Hut site, Derreenacullig, Co. Kerry
Co. Kerry |
Settlement Sites
On a quiet south-easterly slope in Derreenacullig, a small oval of collapsed stonework sits sheltered against a craggy outcrop.
It would be easy to walk past it entirely, mistaking it for a natural heap of field stone, but the shape gives it away: a drystone wall, roughly three metres from north to south and just over two metres east to west, that once enclosed a compact living or working space. Drystone construction, meaning walls built without mortar by carefully selecting and stacking stones so that their own weight holds them in place, was widely used across Ireland for thousands of years, from the early medieval period back into prehistory and forward again into more recent pastoral use. The wall here has largely fallen, but its outline remains legible, and the interior ground is notably level, with loose stones scattered across it.

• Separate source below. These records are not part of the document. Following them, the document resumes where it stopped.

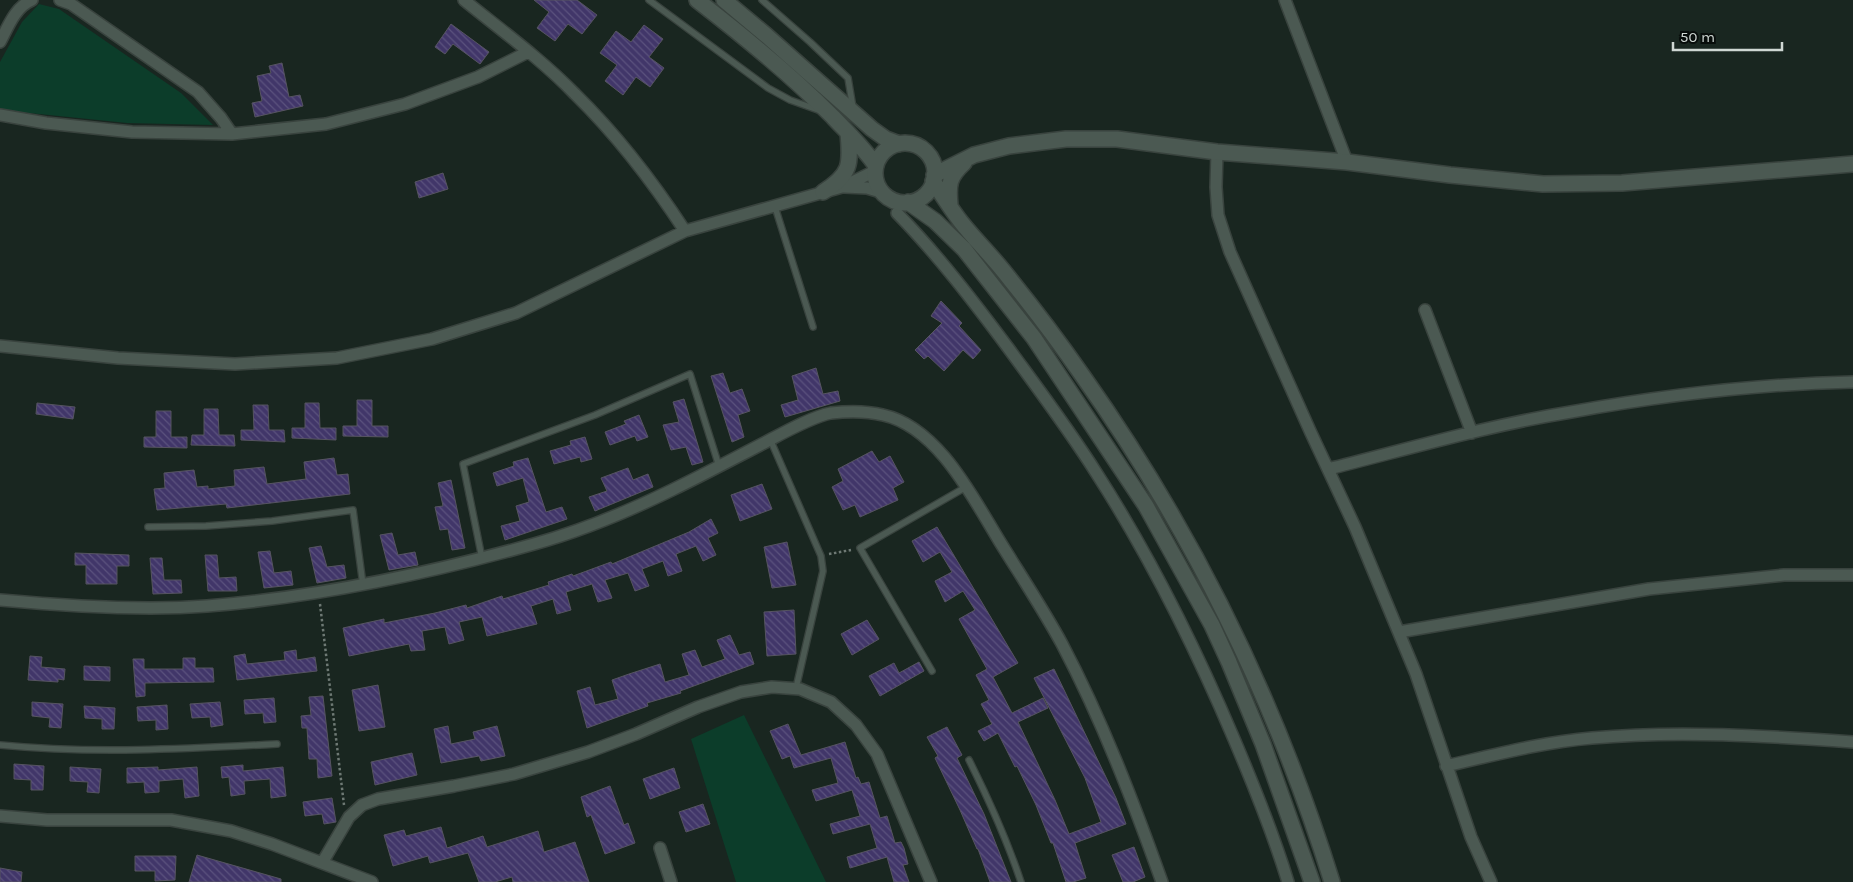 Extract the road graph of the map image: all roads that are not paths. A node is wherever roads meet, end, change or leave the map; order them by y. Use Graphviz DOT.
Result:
graph roads {
  1 [pos="32,0"];
  2 [pos="60,0"];
  3 [pos="464,0"];
  4 [pos="649,0"];
  5 [pos="697,0"];
  6 [pos="724,0"];
  7 [pos="762,0"];
  8 [pos="1285,0"];
  9 [pos="0,42"];
  10 [pos="528,52"];
  11 [pos="854,112"];
  12 [pos="830,114"];
  13 [pos="0,115"];
  14 [pos="848,133"];
  15 [pos="232,134"];
  16 [pos="899,144"];
  17 [pos="926,152"];
  18 [pos="1217,152"];
  19 [pos="972,156"];
  20 [pos="1347,162"];
  21 [pos="1853,164"];
  22 [pos="876,168"];
  23 [pos="934,178"];
  24 [pos="842,187"];
  25 [pos="823,192"];
  26 [pos="884,193"];
  27 [pos="950,206"];
  28 [pos="775,207"];
  29 [pos="902,207"];
  30 [pos="685,231"];
  31 [pos="1425,310"];
  32 [pos="813,327"];
  33 [pos="0,346"];
  34 [pos="1853,382"];
  35 [pos="1472,433"];
  36 [pos="770,439"];
  37 [pos="719,466"];
  38 [pos="1328,470"];
  39 [pos="966,487"];
  40 [pos="148,527"];
  41 [pos="482,558"];
  42 [pos="1853,575"];
  43 [pos="363,585"];
  44 [pos="0,600"];
  45 [pos="1399,632"];
  46 [pos="932,671"];
  47 [pos="796,688"];
  48 [pos="1853,742"];
  49 [pos="278,744"];
  50 [pos="0,745"];
  51 [pos="969,760"];
  52 [pos="1446,766"];
  53 [pos="0,816"];
  54 [pos="660,848"];
  55 [pos="322,863"];
  56 [pos="372,882"];
  57 [pos="670,882"];
  58 [pos="931,882"];
  59 [pos="1020,882"];
  60 [pos="1162,882"];
  61 [pos="1288,882"];
  62 [pos="1312,882"];
  63 [pos="1332,882"];
  64 [pos="1491,882"];
  1 -- 9 [label="street"];
  2 -- 15 [label="street"];
  3 -- 10 [label="street"];
  4 -- 12 [label="lane"];
  5 -- 12 [label="street"];
  6 -- 11 [label="street"];
  7 -- 11 [label="lane"];
  8 -- 20 [label="street"];
  10 -- 15 [label="street"];
  10 -- 30 [label="street"];
  11 -- 16 [label="street"];
  12 -- 14 [label="street"];
  13 -- 15 [label="street"];
  14 -- 22 [label="street"];
  14 -- 25 [label="street"];
  16 -- 17 [label="street"];
  16 -- 22 [label="street"];
  17 -- 19 [label="street"];
  17 -- 23 [label="street"];
  18 -- 19 [label="street"];
  18 -- 20 [label="street"];
  18 -- 38 [label="street"];
  19 -- 23 [label="street"];
  19 -- 27 [label="street"];
  20 -- 21 [label="street"];
  22 -- 24 [label="street"];
  22 -- 26 [label="street"];
  23 -- 27 [label="street"];
  23 -- 29 [label="street"];
  24 -- 25 [label="street"];
  24 -- 26 [label="street"];
  25 -- 28 [label="street"];
  26 -- 29 [label="street"];
  27 -- 63 [label="street"];
  28 -- 30 [label="street"];
  28 -- 32 [label="lane"];
  29 -- 61 [label="street"];
  29 -- 62 [label="street"];
  30 -- 33 [label="street"];
  31 -- 35 [label="street"];
  34 -- 35 [label="street"];
  35 -- 38 [label="street"];
  36 -- 37 [label="street"];
  36 -- 39 [label="street"];
  36 -- 47 [label="lane"];
  37 -- 41 [label="street"];
  37 -- 41 [label="lane"];
  38 -- 45 [label="street"];
  39 -- 46 [label="lane"];
  39 -- 60 [label="street"];
  40 -- 43 [label="lane"];
  41 -- 43 [label="street"];
  42 -- 45 [label="street"];
  43 -- 44 [label="street"];
  45 -- 52 [label="street"];
  47 -- 55 [label="street"];
  47 -- 58 [label="street"];
  48 -- 52 [label="street"];
  49 -- 50 [label="lane"];
  51 -- 59 [label="lane"];
  52 -- 64 [label="street"];
  53 -- 55 [label="street"];
  54 -- 57 [label="street"];
  55 -- 56 [label="street"];
} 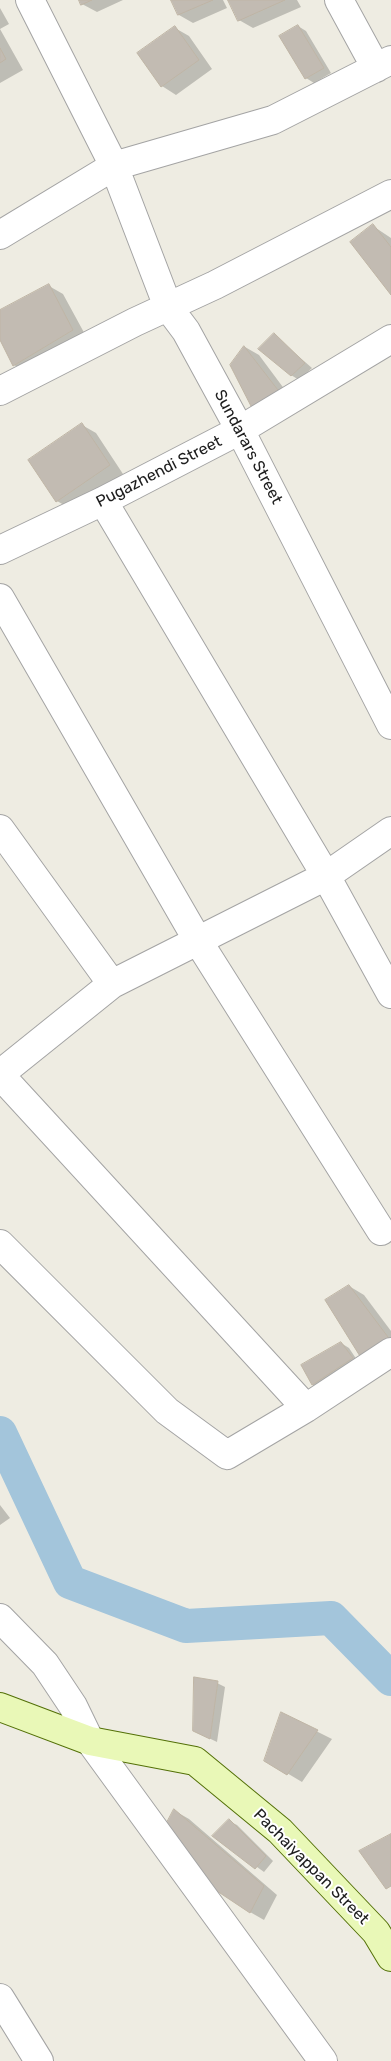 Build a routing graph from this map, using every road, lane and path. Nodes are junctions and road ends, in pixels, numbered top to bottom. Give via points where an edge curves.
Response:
1 (30, 0) edge
2 (339, 0) edge
3 (384, 64) edge
4 (114, 166) junction
5 (391, 194) edge
6 (0, 235) edge
7 (168, 307) junction
8 (388, 348) edge
9 (0, 391) edge
10 (240, 430) junction
11 (103, 501) junction
12 (0, 550) edge
13 (0, 598) edge
14 (391, 725) edge
15 (0, 829) edge
16 (391, 831) edge
17 (326, 876) junction
18 (198, 941) junction
19 (112, 984) junction
20 (391, 994) edge
21 (0, 1074) edge
22 (381, 1231) dead end
23 (0, 1244) edge
24 (391, 1352) edge
25 (306, 1408) junction
26 (0, 1618) edge
27 (0, 1707) edge
28 (90, 1741) junction
29 (391, 1957) edge
30 (0, 1998) edge
31 (39, 2061) edge
32 (323, 2061) edge

1 - 4 street, Sundarars Street
2 - 3 street
3 - 4 street via 273,120
4 - 6 street
4 - 7 street, Sundarars Street
5 - 7 street
7 - 9 street
7 - 10 street, Sundarars Street via 186,331
8 - 10 street, Pugazhendi Street
10 - 11 street, Pugazhendi Street
10 - 14 street, Sundarars Street
11 - 12 street, Pugazhendi Street
11 - 17 street
13 - 18 street
15 - 19 street
16 - 17 street
17 - 18 street
17 - 20 street
18 - 19 street
18 - 22 street
19 - 21 street
21 - 25 street
23 - 25 street via 167,1411 227,1455
24 - 25 street
26 - 28 street via 45,1664 73,1706
27 - 28 main road, Pachaiyappan Street
28 - 29 main road, Pachaiyappan Street via 195,1760 280,1832 376,1932
28 - 32 street
30 - 31 street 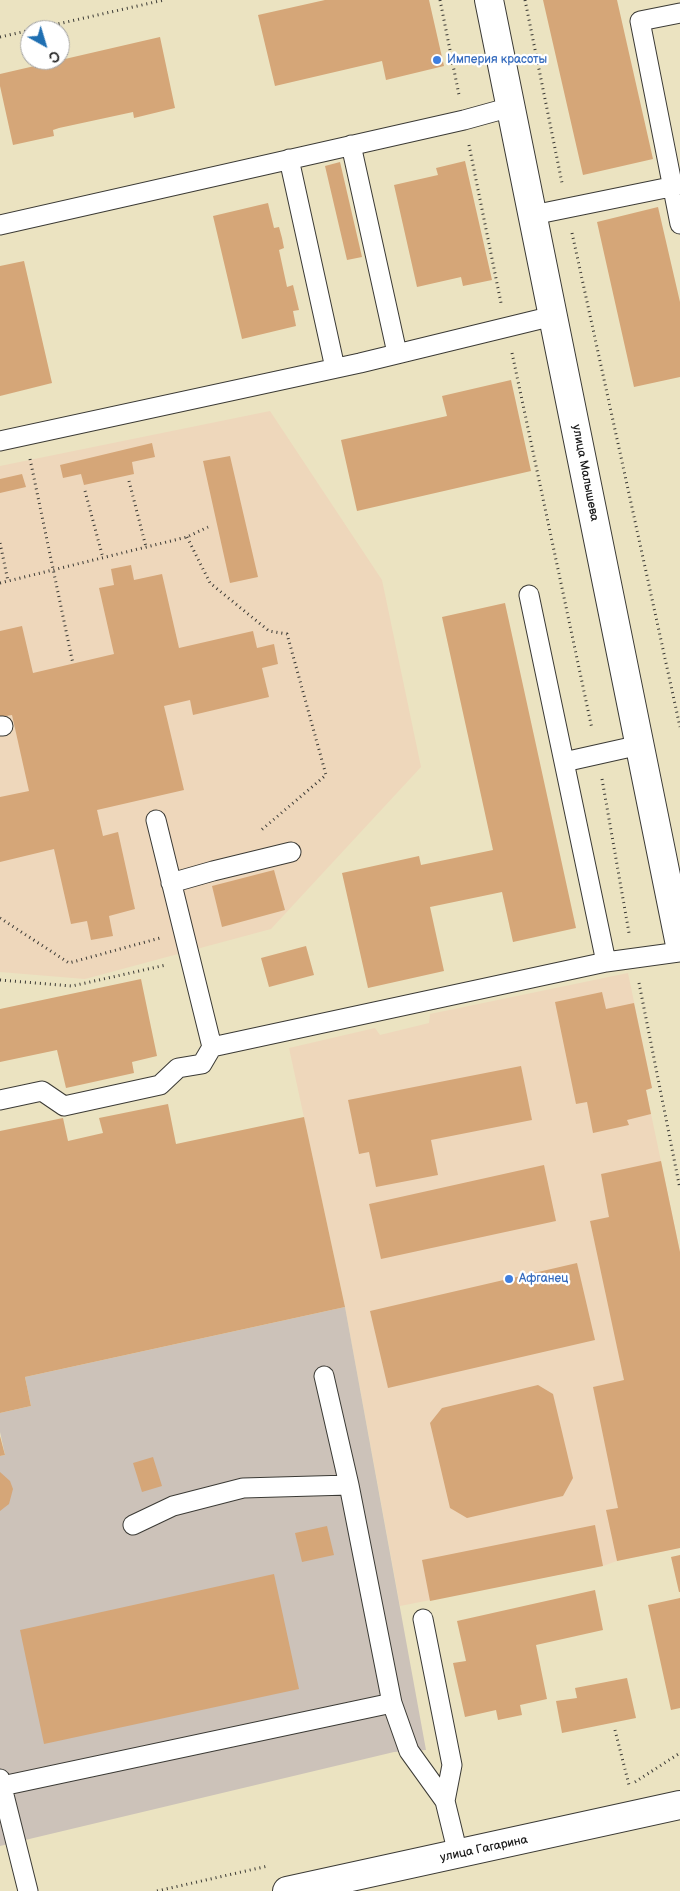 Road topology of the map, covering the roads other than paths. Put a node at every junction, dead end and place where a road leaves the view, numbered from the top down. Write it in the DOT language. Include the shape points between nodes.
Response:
graph roads {
  1 [pos="489,0"];
  2 [pos="680,13"];
  3 [pos="511,107"];
  4 [pos="351,145"];
  5 [pos="288,159"];
  6 [pos="676,186"];
  7 [pos="533,215"];
  8 [pos="680,224"];
  9 [pos="0,225"];
  10 [pos="553,316"];
  11 [pos="397,353"];
  12 [pos="335,368"];
  13 [pos="0,441"];
  14 [pos="529,595"];
  15 [pos="640,745"];
  16 [pos="564,762"];
  17 [pos="156,820"];
  18 [pos="291,852"];
  19 [pos="171,883"];
  20 [pos="680,945"];
  21 [pos="680,952"];
  22 [pos="606,962"];
  23 [pos="212,1047"];
  24 [pos="0,1100"];
  25 [pos="324,1376"];
  26 [pos="349,1485"];
  27 [pos="133,1525"];
  28 [pos="422,1618"];
  29 [pos="392,1703"];
  30 [pos="1,1782"];
  31 [pos="445,1801"];
  32 [pos="680,1805"];
  33 [pos="458,1854"];
  34 [pos="28,1891"];
  35 [pos="287,1891"];
  1 -- 3 [label="street, улица Малышева"];
  2 -- 6 [label="lane" via="640,21"];
  3 -- 4 [label="lane"];
  3 -- 7 [label="street, улица Малышева"];
  4 -- 5 [label="lane"];
  4 -- 11 [label="lane"];
  5 -- 9 [label="lane"];
  5 -- 12 [label="lane"];
  6 -- 7 [label="lane"];
  6 -- 8 [label="lane"];
  7 -- 10 [label="street, улица Малышева"];
  10 -- 11 [label="lane"];
  10 -- 15 [label="street, улица Малышева"];
  11 -- 12 [label="lane"];
  12 -- 13 [label="lane"];
  14 -- 16 [label="lane"];
  15 -- 16 [label="lane"];
  15 -- 20 [label="street, улица Малышева"];
  16 -- 22 [label="lane"];
  17 -- 19 [label="lane"];
  18 -- 19 [label="lane"];
  19 -- 23 [label="lane"];
  21 -- 22 [label="lane"];
  22 -- 23 [label="lane"];
  23 -- 24 [label="lane" via="202,1064 178,1068 160,1085 64,1106 42,1091"];
  25 -- 26 [label="lane"];
  26 -- 27 [label="lane" via="243,1488 173,1506"];
  26 -- 29 [label="lane"];
  28 -- 31 [label="lane" via="452,1765"];
  29 -- 30 [label="lane"];
  29 -- 31 [label="lane" via="409,1751"];
  30 -- 34 [label="lane"];
  31 -- 33 [label="lane"];
  32 -- 33 [label="street, улица Гагарина"];
  33 -- 35 [label="street, улица Гагарина"];
}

The entrance, narrow at just 0.6 metres wide, faces roughly east-north-east, an orientation that would have caught the early morning light and offered some protection from prevailing westerly weather. A second hut site adjoins the structure along its south-eastern arc, sitting just outside the main wall, suggesting that whatever activity took place here was not entirely solitary. Whether these two structures were in use simultaneously, or represent different phases of occupation, is not something the physical remains alone can answer. The site lies in commonage, the kind of shared grazing land that has shaped upland Kerry for centuries, which means the hut almost certainly sat within a broader landscape of seasonal or agricultural use rather than permanent settlement.